Rustic Greens and Garbanzo Beans with Beef
Heavily adapted from Cooking Light
1/2 cup dry garbanzo beans
4 slices of bacon, chopped
1 small yellow or white onion, thinly sliced
3 garlic cloves, minced
1 cup canned diced tomato or 2 plum tomatoes, chopped (if you use fresh tomatoes, be sure to taste your tomatoes first and make sure they’re good and flavorful)
1/2 cup fresh basil leaves
1/2 tsp dry Greek oregano
1 tsp paprika
pinch red pepper flakes
1 cup chicken broth
juice of one lemon
1/2 lb lean beef roast, cubed
4 cups chopped fresh kale
kosher salt & fresh-cracked black pepper
plain fat-free Greek yogurt
reduced-fat feta cheese, crumbled
The day before you want to cook, place the garbanzo beans in a bowl with 1/2 tsp kosher salt and enough water to cover the beans by at least one inch. Soak overnight for a minimum of 12 hours.
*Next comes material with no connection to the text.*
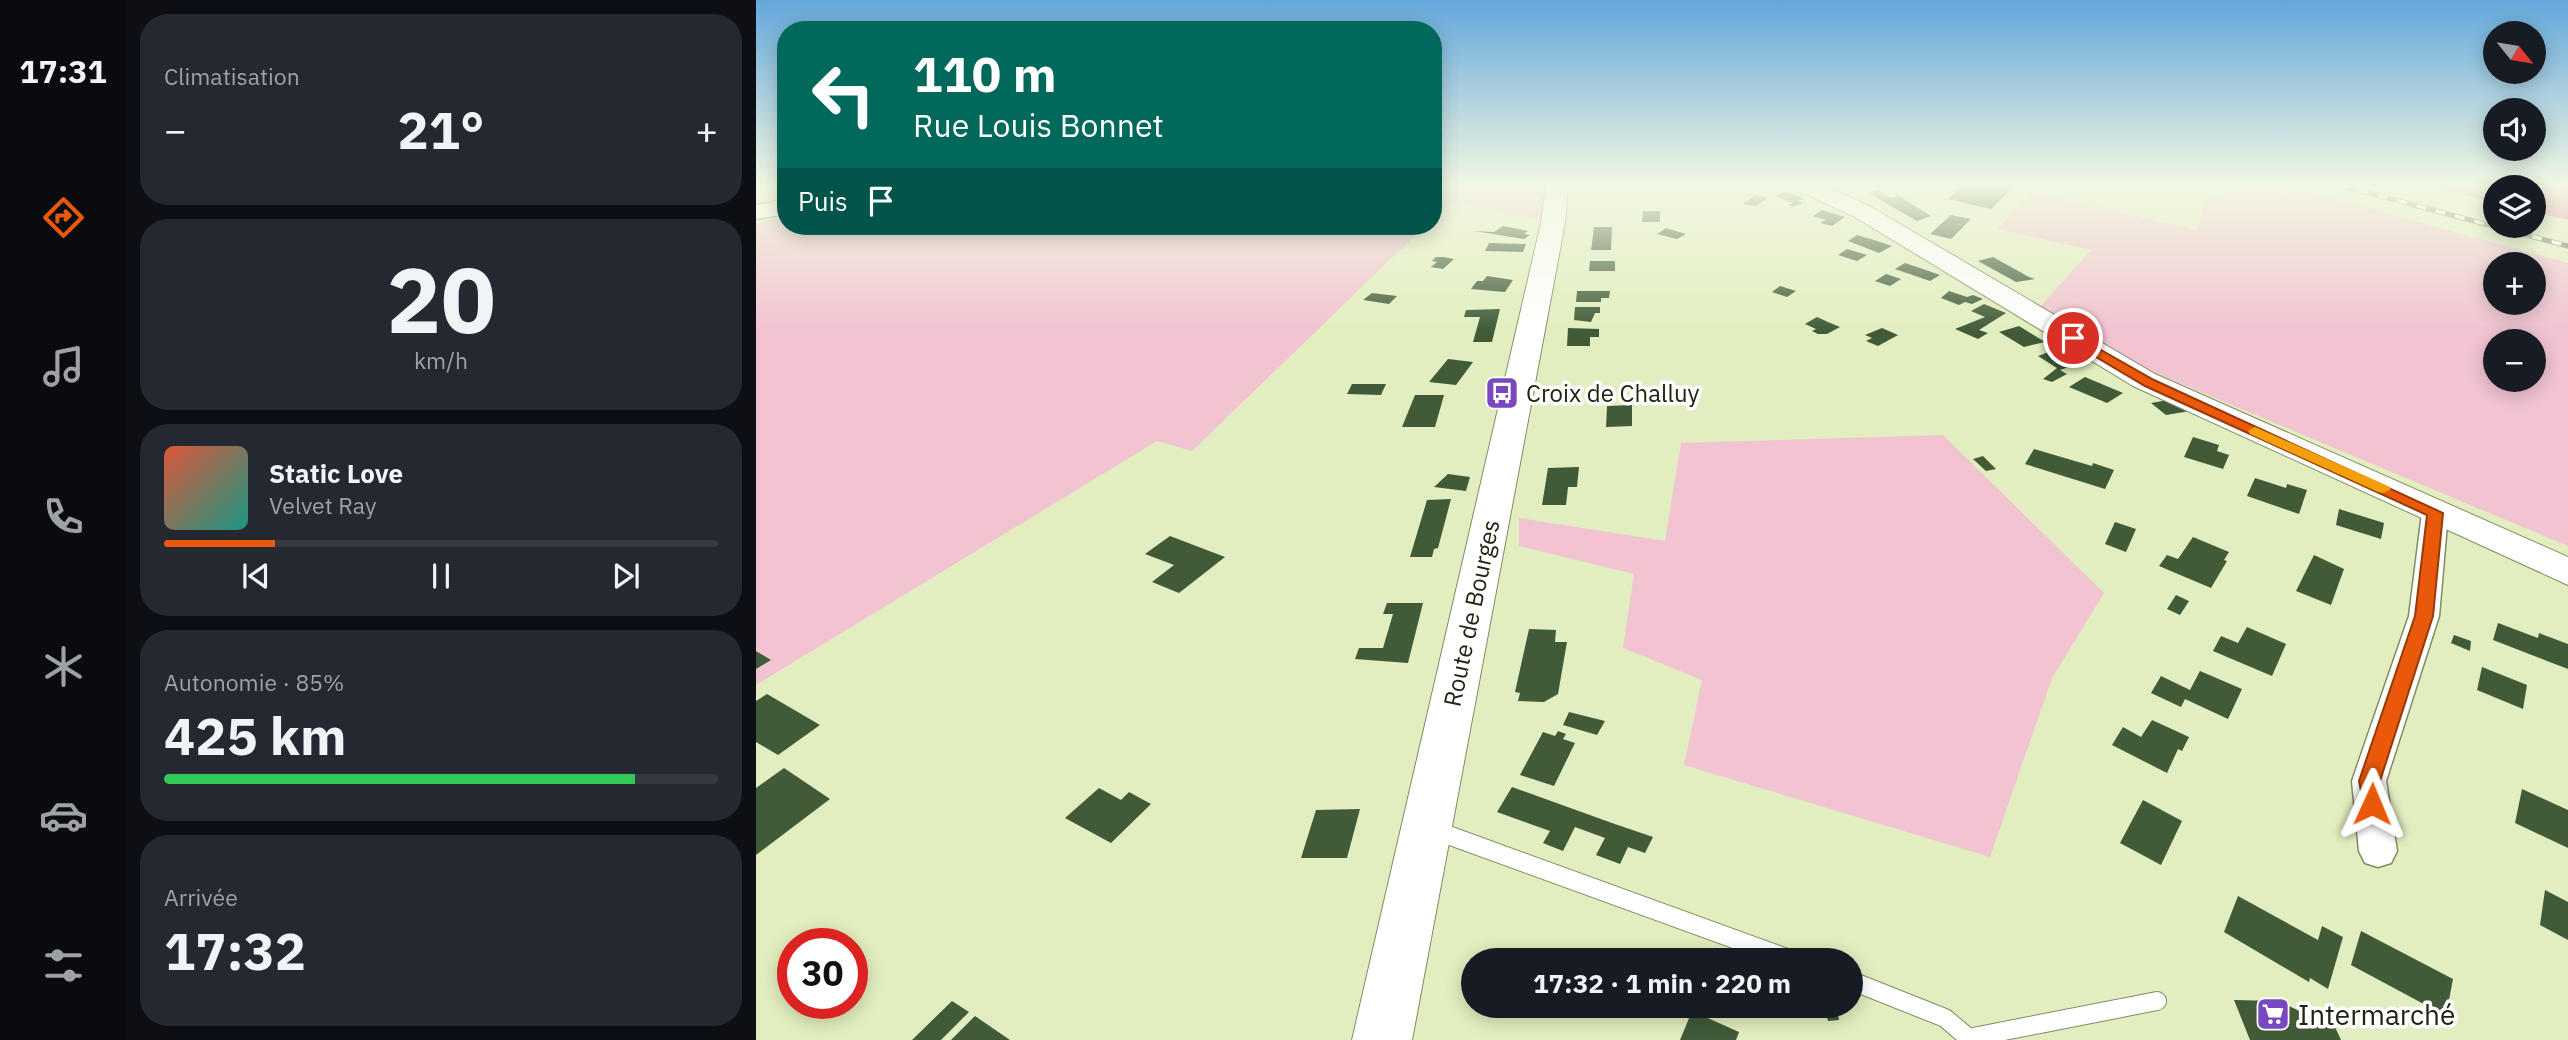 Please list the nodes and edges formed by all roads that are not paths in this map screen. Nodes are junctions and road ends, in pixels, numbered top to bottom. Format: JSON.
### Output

The next day, drain and rinse the beans, then place in a large saucepan with 1 tsp salt and enough water to cover by one or two inches. Place the pan on high heat and bring to a boil then reduce to low and simmer until beans are tender. This can take anywhere from 45 minutes to 2 hours – test a bean for doneness at 45 minutes, then again every 15 minutes until they are properly cooked. Drain and set aside.
Place the tomatoes, basil, and chicken broth in a blender and puree until smooth. Add the paprika, red pepper flakes, and oregano (rub between your palms to release the aromatic oils in the dry herbs before adding) and blend quickly to combine.
Place a Dutch oven over medium heat and add the chopped bacon. Cook the bacon slowly to render out the fat, stirring regularly to ensure the meaty parts cook evenly. When the bacon is crispy, remove from the pan with a slotted spoon and place on paper towels to drain. Set aside.
Sprinkle the cubed beef with kosher salt and freshly-ground black pepper, then add to the bacon fat in the pan. Sear on all sides, then remove to a plate. Add the onions and garlic to the pan and sautee, using a wooden spoon to scrape up any browned meaty bits from the bottom of the pan. When onions have softened, add the kale to the pan and sautee until it begins to wilt. Add the tomato and broth mixture to the pan and stir to combine, then reduce heat to low and cover. Simmer gently for half an hour or so, until the kale is mostly tender and the liquid is reduced by half.
Uncover and add the cooked garbanzo beans and seared beef. Continue to cook until most of the liquid as cooked off (you want it to stay just a bit liquidy, like a stew). Remove from heat and add the lemon juice.
To serve, spoon the mixture into 4 wide, shallow bowls and top each serving with a dollop of yogurt, a tablespoon or so of feta, and 1/4 of the crumbled bacon. Enjoy hot with a hunk of warm, crusty bread to sop up the delicious juices. (Note: Since there’s just the two of us, we saved half the batch and just used all the crumbled bacon on our two servings. It was equally good reheated the next day for lunch, even without the bacon.